The question may be misleading as it has been framed because it appears to separate the political from the moral and ethical dimensions of torture. The discussion, in as much as it was addressed by Ms Tippet and Mr. Rejali, pertains almost entirely to political torture, and in my opinion if torture is political it is definitionally immoral.
There are, however, perfectly moral, ethical and even fruitful uses for torture qua torture, if we can agree that torture is the deliberate infliction of pain by one person empowered to do so on another person.
Torture in a political context emerges fundamentally out of disagreement, meaning there's a lack of ascent by one person to another's position. In order to come to agreement various morally tenable conventions abound, such as debate, polling, drawing straws, etc. What makes these options moral is that the participants consent first to the ground rules for determining the contest, which is what I believe Mr. Rejali might call the "public trust". What makes torture political is precisely this lack of consent, this violation of trust.
In instances where one person inflicts suffering on another who has consented to the experience reasonable people may disagree about whether this constitutes torture, but the suffering is no less genuine and may in fact be more effective with respect to desired results. Certainly many athletic contests entail the deliberate infliction of pain - take boxing as a ready example. But just as certainly there are people of sound mind and strong body who employ physical suffering in its sensual mode, and many more who do so as a means of spiritual discipline. Common to all these varieties of intentional suffering is trust - a boxer does not think that his opponent intends him no harm, but he does have faith that the limits of the harm have been agreed upon and will be honored. Violation of that trust generally means forfeit of the game.

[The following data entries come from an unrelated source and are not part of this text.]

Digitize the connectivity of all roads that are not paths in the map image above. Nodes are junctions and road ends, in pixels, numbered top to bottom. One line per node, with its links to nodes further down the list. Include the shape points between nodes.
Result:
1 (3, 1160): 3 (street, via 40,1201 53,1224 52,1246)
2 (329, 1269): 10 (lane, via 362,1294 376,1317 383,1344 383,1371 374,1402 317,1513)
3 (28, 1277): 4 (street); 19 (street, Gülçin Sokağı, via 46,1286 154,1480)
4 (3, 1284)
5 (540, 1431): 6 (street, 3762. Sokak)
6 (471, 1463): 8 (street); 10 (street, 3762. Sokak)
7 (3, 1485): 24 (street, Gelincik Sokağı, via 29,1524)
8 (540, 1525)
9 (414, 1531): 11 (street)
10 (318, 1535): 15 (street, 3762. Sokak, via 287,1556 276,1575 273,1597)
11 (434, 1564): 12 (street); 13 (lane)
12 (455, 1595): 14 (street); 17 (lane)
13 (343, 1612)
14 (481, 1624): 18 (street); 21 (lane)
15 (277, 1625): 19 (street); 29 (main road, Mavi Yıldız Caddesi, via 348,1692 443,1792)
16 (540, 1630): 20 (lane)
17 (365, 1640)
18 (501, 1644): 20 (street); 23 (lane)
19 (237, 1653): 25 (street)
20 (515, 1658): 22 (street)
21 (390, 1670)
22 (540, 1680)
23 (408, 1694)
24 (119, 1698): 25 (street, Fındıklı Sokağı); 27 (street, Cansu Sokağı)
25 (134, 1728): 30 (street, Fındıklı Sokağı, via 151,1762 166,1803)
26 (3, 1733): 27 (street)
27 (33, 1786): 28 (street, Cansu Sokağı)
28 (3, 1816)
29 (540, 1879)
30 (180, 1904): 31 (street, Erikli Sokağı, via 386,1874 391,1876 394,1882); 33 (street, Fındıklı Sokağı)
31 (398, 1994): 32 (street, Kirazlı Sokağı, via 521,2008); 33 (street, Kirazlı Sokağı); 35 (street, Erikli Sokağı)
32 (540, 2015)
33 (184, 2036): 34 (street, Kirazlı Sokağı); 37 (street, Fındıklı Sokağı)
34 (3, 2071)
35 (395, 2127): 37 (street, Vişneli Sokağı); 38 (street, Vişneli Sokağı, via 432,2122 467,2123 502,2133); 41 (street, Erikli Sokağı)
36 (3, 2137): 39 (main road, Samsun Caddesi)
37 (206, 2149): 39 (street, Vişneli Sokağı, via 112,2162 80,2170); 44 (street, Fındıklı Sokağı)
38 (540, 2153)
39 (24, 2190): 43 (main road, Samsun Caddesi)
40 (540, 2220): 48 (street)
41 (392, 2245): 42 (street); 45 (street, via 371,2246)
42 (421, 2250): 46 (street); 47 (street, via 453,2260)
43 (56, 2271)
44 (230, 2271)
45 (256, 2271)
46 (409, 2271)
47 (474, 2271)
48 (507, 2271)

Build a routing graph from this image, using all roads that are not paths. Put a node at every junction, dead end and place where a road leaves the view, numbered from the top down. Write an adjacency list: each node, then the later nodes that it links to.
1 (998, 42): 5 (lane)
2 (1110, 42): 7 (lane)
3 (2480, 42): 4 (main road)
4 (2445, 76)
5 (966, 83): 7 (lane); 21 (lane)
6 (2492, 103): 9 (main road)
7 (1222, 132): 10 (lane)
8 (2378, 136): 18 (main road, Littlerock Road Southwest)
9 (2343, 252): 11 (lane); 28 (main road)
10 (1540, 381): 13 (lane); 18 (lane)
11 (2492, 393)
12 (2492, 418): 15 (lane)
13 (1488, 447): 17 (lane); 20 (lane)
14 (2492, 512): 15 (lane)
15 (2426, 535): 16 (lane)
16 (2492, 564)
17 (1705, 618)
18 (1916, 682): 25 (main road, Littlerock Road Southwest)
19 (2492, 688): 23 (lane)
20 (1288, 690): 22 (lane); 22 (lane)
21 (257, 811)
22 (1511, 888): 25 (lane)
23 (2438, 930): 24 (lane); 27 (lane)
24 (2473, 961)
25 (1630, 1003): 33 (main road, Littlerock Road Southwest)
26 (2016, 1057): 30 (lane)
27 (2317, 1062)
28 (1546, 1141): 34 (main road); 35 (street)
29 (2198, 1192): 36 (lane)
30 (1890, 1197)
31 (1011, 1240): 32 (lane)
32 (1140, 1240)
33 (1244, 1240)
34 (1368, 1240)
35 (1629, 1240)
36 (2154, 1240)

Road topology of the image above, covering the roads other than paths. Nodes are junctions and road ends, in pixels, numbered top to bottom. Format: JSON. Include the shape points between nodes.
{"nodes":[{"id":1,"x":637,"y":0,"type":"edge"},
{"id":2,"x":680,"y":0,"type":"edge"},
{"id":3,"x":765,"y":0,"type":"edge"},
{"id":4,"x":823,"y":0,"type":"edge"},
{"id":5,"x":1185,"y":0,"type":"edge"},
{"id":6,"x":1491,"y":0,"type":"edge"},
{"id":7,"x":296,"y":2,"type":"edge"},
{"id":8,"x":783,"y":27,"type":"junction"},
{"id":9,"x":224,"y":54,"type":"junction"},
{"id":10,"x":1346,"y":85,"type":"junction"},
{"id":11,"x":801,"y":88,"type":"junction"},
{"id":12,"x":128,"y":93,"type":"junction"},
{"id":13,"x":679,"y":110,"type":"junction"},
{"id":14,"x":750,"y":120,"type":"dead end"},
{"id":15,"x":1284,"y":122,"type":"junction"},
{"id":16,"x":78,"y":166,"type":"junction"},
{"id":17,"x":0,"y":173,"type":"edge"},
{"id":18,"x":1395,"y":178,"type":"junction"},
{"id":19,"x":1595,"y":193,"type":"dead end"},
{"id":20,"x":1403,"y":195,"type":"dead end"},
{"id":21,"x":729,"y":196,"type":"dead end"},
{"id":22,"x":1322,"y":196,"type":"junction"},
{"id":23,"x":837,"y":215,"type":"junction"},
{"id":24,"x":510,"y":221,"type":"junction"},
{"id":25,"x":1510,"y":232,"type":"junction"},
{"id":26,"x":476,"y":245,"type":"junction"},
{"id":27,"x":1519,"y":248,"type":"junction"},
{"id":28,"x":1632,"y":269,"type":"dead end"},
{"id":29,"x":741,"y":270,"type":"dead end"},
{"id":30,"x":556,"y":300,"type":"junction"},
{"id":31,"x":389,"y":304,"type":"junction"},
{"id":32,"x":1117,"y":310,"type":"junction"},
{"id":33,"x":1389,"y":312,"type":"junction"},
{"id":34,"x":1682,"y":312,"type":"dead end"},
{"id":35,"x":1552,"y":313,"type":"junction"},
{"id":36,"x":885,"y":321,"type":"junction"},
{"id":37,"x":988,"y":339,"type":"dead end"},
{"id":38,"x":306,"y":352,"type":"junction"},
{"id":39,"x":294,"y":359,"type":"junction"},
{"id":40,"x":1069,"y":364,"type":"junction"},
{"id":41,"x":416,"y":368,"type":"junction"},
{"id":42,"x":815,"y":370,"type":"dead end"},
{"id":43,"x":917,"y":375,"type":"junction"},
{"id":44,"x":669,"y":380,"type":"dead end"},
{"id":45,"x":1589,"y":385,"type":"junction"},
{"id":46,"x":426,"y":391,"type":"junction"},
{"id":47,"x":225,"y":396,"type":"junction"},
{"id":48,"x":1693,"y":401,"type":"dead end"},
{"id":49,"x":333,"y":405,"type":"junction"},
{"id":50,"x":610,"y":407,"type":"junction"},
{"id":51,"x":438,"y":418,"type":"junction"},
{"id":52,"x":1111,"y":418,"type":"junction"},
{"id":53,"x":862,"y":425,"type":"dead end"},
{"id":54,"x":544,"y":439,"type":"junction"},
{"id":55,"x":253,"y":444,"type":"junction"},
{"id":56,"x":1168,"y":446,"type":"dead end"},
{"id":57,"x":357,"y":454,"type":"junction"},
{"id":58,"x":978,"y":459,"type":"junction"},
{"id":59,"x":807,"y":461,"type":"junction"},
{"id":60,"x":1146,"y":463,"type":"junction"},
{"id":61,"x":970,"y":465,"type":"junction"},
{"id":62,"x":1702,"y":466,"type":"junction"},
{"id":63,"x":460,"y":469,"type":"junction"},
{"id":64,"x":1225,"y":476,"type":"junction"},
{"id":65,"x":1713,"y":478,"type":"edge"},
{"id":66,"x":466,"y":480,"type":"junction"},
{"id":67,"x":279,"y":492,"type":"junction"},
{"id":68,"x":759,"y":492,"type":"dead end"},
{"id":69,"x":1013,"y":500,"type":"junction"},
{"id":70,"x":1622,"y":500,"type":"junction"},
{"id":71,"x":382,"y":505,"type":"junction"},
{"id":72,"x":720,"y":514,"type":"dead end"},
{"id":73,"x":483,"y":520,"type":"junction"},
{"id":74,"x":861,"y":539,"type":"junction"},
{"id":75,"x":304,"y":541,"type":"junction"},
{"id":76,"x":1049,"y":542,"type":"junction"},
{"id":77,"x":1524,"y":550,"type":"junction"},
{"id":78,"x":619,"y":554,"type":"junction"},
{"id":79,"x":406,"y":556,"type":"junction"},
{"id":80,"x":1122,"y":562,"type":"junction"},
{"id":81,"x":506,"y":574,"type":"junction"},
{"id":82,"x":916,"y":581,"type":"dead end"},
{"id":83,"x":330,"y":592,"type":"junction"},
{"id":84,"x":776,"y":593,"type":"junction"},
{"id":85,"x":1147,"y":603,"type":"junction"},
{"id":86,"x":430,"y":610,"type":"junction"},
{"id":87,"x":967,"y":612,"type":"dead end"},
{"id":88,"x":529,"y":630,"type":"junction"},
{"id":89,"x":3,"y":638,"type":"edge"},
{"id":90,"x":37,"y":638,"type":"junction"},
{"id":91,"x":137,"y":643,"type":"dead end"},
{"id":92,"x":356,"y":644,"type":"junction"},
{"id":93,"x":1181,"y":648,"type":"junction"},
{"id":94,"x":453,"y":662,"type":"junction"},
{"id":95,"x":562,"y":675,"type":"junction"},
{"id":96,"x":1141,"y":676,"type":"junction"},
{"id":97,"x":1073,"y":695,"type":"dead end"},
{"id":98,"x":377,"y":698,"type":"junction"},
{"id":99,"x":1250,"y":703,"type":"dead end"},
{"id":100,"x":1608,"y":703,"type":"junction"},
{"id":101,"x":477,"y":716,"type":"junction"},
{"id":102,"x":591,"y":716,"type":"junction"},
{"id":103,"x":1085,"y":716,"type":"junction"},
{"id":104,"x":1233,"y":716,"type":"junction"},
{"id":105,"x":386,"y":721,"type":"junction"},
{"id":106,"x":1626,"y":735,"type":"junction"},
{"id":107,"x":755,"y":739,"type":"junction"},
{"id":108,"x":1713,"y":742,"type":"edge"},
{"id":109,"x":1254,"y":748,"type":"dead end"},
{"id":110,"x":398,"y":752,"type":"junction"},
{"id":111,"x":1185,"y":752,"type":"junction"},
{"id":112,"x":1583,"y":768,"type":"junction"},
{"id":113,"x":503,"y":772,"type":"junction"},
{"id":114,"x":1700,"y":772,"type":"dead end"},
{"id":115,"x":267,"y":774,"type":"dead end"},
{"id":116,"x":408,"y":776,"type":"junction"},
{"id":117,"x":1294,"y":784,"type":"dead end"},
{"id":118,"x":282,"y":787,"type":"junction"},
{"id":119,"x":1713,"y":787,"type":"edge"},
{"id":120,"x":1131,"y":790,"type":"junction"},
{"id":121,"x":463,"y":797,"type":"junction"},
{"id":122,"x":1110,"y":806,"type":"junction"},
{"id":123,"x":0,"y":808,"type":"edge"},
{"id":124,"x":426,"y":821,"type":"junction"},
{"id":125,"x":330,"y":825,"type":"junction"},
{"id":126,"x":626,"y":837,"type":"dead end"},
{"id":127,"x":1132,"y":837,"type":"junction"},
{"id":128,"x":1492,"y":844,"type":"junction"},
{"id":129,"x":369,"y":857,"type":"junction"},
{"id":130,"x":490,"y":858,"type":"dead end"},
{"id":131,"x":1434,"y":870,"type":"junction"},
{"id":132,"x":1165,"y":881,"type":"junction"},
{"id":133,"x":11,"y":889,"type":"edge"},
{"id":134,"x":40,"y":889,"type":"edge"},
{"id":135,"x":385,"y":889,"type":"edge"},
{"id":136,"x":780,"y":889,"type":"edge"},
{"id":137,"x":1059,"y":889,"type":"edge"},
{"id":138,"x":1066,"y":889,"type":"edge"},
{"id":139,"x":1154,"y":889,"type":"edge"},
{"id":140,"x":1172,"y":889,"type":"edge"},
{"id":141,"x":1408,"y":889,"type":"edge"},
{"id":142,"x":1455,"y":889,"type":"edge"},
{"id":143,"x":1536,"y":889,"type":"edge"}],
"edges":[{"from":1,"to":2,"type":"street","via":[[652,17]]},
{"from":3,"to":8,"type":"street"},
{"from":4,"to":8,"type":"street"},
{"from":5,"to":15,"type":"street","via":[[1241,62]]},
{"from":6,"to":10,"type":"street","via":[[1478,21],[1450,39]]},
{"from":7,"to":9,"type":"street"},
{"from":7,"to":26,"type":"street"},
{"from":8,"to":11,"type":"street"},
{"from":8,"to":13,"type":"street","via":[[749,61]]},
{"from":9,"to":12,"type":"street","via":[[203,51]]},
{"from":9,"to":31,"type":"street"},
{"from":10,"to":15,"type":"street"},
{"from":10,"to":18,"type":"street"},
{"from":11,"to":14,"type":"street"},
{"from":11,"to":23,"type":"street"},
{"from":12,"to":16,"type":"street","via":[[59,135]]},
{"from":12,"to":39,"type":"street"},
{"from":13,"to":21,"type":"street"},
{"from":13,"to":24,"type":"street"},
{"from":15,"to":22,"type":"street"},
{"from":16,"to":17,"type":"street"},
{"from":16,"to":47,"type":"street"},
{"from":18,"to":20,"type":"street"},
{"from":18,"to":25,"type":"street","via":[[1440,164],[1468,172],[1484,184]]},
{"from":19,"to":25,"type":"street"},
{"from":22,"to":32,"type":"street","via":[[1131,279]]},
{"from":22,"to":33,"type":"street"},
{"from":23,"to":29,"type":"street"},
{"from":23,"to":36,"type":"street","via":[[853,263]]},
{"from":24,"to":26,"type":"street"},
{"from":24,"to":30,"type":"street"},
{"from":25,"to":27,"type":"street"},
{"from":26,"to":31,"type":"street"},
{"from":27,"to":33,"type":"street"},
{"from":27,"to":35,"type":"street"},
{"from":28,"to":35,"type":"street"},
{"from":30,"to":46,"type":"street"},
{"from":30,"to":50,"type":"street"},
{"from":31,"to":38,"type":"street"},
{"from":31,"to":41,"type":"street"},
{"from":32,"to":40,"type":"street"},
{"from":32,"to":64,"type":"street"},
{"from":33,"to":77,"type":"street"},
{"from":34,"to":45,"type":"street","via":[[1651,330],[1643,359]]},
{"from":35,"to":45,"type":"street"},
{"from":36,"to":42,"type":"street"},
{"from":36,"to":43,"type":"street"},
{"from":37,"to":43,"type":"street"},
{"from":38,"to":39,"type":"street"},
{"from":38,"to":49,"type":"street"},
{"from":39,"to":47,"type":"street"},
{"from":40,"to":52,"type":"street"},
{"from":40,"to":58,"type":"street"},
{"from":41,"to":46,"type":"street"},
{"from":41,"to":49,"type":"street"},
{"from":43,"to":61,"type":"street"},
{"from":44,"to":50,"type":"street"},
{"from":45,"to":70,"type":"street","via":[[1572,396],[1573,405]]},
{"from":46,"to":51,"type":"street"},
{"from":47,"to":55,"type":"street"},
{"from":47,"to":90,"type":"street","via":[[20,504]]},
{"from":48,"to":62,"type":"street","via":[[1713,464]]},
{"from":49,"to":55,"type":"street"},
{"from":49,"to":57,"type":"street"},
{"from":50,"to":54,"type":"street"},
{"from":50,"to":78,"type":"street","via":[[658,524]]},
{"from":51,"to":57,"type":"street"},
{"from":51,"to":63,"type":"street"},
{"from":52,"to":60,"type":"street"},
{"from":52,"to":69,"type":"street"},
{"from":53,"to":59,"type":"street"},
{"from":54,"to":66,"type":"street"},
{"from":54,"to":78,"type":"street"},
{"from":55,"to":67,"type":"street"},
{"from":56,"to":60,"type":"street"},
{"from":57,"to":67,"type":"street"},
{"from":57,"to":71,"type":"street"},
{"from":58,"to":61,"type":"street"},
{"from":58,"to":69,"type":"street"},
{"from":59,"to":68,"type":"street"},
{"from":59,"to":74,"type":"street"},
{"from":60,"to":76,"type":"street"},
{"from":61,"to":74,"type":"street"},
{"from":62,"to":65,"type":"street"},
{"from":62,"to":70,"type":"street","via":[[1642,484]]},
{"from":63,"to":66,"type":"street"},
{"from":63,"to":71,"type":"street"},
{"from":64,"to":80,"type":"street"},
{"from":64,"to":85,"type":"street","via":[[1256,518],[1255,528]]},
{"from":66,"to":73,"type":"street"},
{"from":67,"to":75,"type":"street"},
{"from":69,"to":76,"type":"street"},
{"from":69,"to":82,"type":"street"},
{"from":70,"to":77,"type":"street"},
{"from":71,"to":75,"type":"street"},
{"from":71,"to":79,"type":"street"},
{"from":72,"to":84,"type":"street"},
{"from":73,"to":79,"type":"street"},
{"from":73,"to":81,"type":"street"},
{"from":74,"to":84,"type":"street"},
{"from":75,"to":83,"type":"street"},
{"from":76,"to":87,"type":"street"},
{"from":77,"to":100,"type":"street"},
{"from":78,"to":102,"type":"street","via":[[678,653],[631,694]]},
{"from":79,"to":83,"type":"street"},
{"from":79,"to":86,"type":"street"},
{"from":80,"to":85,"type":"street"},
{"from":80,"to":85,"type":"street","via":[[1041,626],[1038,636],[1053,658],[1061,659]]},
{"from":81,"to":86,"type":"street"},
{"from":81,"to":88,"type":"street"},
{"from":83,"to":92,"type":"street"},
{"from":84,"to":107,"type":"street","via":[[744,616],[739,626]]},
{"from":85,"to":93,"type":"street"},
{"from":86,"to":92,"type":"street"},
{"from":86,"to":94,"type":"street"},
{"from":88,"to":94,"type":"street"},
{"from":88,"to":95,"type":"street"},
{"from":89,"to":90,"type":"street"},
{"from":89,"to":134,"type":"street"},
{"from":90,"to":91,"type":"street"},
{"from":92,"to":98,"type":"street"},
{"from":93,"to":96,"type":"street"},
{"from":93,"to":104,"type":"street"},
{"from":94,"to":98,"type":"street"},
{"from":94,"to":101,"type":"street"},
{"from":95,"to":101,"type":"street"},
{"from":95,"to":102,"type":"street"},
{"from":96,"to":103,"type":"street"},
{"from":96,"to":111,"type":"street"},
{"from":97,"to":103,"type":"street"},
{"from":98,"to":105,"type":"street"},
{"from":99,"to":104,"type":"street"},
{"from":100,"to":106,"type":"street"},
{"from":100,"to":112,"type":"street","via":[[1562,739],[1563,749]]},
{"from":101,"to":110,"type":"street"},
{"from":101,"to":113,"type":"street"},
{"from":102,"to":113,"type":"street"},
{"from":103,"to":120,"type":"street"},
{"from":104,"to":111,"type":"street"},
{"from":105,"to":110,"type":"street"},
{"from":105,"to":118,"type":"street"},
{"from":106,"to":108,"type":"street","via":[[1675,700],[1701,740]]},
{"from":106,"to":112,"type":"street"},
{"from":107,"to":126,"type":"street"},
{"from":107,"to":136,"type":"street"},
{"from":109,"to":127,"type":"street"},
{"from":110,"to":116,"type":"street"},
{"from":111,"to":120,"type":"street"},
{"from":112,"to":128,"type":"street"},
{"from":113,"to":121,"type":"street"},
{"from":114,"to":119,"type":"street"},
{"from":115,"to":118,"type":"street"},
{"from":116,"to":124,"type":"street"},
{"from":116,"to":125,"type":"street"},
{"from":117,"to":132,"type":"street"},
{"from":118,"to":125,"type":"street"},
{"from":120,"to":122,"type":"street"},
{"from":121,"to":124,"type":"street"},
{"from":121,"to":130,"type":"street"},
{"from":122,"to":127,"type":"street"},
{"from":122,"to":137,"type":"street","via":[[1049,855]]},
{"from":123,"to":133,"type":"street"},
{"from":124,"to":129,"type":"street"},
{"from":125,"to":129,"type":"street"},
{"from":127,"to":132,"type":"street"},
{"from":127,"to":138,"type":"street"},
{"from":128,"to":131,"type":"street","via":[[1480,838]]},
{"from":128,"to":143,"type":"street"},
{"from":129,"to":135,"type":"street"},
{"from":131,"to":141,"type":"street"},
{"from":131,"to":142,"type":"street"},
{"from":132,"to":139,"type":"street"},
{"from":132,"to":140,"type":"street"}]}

The fallacy of political torture is not merely that the results are demonstrably unreliable; it includes the conceit that torture's "rightness" is determined by its utility - if the torture of the prisoner prevented the bombing of the orphanage then it could be said to be ethical. Indeed no orphanages may be lost in this calculation, but the integrity of the public trust, and in the case of the US, the consent of the governed, has been devastatingly debased. Absent the integrating effects of consent, government by, for and of the people is as hollow a construct as any of the failed experiments preceding it. Just because we are now clever enough to to avoid the referee's notice does not mean nothing is forfeit; cancer can be just as lethal as a knife attack. The former is a lot harder to see coming, but that doesn't make it worth having for a crack at avoiding the latter.
It's unfortunate that we get caught up in the more media-genic details of how what was done to whom (it's easy to find how-to videos on waterboarding), rather than who we become and what we lose when we abide political torture.